Dislocation transmission across the Cu/Ni interface: a hybrid atomistic–continuum study

Abstract

The strengthening mechanisms in bimetallic Cu/Ni thin layers are investigated using a hybrid approach that links the parametric dislocation dynamics method with ab initio calculations. The hybrid approach is an extension of the Peierls–Nabarro (PN) model to bimaterials, where the dislocation spreading over the interface is explicitly accounted for. The model takes into account all three components of atomic displacements of the dislocation and utilizes the entire generalized stacking fault energy surface (GSFS) to capture the essential features of dislocation core structure. Both coherent and incoherent interfaces are considered and the lattice resistance of dislocation motion is estimated through the ab initio-determined GSFS. The effects of the mismatch in the elastic properties, GSFS and lattice parameters on the spreading of the dislocation onto the interface and the transmission across the interface are studied in detail. The hybrid model shows that the dislocation dissociates into partials in both Cu and Ni, and the dislocation core is squeezed near the interface facilitating the spreading process, and leaving an interfacial ledge.
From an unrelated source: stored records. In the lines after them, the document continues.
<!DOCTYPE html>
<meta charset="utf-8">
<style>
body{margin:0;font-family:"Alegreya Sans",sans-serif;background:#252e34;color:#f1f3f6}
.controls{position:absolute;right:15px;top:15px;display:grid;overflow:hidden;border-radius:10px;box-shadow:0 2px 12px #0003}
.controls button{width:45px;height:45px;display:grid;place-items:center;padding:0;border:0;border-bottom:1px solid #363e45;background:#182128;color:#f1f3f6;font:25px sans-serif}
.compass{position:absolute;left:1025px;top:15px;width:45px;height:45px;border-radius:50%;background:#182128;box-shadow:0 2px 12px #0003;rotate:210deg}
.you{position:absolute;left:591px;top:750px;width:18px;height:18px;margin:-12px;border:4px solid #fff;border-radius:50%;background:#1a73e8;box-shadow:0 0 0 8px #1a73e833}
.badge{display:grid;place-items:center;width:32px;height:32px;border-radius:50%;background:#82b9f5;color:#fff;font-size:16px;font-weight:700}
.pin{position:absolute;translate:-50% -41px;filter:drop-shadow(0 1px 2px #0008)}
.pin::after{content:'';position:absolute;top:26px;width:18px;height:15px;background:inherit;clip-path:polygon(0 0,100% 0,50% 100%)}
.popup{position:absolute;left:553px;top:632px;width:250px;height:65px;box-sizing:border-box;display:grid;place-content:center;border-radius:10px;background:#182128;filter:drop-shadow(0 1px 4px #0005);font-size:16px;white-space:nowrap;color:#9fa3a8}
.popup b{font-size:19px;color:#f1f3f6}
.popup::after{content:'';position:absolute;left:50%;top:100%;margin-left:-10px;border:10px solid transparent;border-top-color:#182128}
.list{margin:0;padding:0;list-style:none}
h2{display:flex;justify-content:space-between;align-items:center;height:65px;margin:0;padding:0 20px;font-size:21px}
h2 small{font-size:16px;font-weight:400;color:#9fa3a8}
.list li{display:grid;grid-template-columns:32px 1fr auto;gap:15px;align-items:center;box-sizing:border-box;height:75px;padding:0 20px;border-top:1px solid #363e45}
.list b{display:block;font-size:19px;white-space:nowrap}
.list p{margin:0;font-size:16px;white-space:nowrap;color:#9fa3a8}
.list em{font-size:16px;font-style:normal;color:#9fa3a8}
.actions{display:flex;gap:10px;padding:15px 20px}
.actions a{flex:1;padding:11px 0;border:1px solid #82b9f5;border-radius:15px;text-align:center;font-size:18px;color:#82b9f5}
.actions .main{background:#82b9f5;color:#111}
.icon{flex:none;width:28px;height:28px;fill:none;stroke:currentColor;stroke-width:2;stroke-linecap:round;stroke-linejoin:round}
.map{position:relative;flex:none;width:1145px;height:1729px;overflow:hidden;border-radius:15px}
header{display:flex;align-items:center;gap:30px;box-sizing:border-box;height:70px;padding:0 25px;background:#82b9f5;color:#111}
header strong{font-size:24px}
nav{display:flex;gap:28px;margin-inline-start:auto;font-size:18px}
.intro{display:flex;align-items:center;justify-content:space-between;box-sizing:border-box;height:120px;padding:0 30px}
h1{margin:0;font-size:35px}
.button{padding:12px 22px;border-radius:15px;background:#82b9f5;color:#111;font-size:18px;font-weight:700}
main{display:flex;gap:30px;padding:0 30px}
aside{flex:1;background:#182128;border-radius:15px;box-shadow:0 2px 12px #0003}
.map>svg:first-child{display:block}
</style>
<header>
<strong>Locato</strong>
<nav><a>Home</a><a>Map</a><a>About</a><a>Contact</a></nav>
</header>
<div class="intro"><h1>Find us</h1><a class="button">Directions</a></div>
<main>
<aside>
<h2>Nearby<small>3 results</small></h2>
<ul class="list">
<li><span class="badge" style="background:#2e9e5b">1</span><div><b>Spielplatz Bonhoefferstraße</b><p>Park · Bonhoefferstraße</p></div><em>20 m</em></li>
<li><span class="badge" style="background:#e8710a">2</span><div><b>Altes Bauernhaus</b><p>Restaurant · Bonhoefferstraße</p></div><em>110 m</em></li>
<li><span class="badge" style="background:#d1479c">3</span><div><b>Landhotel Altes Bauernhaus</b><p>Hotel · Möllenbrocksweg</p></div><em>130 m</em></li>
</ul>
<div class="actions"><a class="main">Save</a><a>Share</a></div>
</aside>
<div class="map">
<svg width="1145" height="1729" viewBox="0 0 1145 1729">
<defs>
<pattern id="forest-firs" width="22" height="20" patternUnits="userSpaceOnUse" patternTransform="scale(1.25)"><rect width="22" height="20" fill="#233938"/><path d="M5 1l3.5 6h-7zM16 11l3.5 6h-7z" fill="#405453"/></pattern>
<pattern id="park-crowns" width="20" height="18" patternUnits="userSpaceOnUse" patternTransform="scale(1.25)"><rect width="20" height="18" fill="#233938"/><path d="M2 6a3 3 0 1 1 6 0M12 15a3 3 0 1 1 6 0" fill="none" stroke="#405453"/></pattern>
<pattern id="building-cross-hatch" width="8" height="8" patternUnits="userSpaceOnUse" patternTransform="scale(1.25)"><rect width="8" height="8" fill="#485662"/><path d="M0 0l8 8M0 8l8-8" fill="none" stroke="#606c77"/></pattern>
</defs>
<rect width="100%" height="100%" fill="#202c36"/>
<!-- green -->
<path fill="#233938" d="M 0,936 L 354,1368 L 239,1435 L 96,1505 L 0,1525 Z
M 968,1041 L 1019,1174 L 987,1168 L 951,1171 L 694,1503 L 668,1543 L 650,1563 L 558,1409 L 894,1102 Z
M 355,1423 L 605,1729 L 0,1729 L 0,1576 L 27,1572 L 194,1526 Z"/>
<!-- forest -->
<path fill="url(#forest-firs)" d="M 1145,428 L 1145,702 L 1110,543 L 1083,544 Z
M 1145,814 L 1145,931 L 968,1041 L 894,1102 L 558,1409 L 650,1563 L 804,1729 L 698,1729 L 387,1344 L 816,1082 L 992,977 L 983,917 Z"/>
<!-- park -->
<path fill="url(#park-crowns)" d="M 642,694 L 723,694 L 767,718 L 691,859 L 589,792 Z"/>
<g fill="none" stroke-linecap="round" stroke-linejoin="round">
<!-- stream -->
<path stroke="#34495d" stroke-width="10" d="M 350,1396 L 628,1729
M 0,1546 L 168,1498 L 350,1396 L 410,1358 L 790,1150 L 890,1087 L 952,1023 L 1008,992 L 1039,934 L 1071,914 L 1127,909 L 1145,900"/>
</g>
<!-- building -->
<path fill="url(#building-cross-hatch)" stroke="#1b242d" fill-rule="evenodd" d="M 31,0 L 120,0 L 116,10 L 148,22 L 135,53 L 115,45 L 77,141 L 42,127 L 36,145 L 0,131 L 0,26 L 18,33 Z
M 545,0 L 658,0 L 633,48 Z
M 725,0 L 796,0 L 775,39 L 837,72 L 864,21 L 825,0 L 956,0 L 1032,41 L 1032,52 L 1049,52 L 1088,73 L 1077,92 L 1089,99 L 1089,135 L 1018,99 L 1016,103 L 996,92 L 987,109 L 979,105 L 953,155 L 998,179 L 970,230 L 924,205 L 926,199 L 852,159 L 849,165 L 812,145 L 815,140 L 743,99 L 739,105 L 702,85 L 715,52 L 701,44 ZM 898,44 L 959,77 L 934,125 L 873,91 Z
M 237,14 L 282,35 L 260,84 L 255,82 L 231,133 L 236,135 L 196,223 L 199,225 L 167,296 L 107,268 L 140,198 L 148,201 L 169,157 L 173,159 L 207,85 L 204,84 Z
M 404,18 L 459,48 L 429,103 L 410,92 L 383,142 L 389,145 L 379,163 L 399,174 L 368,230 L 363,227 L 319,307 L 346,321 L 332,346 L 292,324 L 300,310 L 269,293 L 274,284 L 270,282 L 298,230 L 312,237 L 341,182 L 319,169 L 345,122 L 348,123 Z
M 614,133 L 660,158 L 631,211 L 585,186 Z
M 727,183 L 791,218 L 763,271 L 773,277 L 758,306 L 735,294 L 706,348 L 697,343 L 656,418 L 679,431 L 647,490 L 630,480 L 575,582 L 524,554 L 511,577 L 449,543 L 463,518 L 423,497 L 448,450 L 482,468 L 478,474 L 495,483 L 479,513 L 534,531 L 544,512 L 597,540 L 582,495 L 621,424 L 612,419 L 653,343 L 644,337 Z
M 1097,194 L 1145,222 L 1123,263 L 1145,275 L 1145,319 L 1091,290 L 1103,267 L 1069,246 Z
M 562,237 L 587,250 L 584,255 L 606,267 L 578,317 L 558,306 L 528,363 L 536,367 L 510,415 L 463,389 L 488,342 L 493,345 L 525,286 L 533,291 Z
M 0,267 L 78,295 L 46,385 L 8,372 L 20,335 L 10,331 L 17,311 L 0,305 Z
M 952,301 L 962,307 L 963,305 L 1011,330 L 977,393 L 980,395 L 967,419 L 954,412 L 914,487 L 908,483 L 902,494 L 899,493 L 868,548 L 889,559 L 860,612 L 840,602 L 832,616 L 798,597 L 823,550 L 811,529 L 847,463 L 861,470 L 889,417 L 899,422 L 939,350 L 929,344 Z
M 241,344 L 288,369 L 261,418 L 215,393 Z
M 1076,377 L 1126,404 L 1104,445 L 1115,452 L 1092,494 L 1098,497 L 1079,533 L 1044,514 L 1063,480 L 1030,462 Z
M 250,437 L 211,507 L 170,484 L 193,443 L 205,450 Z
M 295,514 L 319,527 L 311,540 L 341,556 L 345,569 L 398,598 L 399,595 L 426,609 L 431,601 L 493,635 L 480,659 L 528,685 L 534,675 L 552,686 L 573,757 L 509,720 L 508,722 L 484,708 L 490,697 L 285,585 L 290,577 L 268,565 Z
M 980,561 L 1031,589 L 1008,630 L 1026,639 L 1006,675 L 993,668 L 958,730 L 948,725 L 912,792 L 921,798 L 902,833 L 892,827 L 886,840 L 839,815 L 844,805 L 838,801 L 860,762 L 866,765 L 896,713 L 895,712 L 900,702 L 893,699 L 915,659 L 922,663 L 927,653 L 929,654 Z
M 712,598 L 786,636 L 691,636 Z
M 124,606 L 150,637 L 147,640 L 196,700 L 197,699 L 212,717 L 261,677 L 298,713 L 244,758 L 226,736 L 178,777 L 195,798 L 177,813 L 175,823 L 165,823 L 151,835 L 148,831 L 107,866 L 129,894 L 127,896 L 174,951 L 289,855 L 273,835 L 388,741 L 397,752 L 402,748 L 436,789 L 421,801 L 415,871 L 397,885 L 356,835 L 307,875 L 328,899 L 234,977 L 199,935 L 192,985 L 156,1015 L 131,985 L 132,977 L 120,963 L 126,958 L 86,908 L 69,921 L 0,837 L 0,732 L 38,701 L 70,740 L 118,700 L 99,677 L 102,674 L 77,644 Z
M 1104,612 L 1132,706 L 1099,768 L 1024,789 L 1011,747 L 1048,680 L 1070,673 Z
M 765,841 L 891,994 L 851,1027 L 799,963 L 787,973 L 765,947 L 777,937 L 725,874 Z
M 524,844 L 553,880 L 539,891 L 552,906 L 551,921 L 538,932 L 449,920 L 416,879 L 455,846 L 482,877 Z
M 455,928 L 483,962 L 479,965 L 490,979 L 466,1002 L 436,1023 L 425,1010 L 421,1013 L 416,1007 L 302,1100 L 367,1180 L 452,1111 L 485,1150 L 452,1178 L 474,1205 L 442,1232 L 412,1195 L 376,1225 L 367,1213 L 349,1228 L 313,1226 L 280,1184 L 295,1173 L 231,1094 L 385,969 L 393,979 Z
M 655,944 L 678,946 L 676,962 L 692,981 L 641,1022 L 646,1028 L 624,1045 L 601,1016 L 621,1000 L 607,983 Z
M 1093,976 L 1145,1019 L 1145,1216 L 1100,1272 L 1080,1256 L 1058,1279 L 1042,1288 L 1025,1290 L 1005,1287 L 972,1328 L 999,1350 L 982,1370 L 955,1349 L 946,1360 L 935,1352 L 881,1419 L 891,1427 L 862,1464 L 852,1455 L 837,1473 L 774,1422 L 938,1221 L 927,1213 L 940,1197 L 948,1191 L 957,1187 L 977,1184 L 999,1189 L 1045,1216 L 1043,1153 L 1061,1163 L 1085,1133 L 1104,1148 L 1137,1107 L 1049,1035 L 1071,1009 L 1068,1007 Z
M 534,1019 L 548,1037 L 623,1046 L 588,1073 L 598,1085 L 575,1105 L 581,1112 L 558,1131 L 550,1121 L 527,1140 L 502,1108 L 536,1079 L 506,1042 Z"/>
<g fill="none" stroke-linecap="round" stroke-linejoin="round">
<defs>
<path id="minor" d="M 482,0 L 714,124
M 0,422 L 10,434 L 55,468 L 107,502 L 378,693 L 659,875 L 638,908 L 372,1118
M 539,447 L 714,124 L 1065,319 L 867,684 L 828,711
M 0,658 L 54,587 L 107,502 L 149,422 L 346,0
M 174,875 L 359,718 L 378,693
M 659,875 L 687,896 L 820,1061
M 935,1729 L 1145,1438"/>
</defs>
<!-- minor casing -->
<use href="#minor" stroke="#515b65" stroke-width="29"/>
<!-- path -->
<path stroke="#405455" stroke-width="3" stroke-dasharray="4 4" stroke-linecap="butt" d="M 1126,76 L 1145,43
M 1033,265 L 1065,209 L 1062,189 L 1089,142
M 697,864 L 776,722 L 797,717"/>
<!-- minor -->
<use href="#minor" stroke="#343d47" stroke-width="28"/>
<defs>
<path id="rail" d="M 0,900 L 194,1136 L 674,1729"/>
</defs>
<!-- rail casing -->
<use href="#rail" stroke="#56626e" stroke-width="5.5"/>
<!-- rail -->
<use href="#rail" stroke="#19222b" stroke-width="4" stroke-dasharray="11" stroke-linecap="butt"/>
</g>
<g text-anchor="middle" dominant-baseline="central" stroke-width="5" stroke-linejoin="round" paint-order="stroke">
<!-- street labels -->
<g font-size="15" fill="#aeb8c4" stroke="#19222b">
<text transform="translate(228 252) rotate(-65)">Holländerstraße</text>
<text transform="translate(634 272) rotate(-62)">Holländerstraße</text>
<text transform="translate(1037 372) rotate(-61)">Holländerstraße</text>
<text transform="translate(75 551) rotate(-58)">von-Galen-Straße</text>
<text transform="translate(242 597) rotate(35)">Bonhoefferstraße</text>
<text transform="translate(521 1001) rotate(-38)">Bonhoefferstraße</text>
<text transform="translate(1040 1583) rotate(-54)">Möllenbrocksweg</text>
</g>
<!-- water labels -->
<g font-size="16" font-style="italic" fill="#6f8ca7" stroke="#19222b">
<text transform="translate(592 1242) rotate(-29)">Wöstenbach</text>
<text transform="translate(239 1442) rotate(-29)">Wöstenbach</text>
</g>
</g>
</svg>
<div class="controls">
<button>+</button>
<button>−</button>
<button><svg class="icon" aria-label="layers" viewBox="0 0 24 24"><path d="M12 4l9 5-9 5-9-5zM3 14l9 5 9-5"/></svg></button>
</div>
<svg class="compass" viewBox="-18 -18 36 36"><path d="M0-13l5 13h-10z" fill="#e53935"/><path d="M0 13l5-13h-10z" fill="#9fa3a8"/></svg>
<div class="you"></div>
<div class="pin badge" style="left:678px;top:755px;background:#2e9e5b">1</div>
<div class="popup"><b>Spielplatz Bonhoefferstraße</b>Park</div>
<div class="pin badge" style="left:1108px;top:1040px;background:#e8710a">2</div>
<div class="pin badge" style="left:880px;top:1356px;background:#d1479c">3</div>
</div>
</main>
The competition of dislocation spreading and transmission depends on the characteristics of the GSFS of the interface. The strength of the bimaterial can be greatly enhanced by the spreading of the glide dislocation, and also increased by the pre-existence of misfit dislocations. In contrast to other available PN models, dislocation core spreading in the two dissimilar materials and on their common interface must be simultaneously considered because of the significant effects on the transmission stress.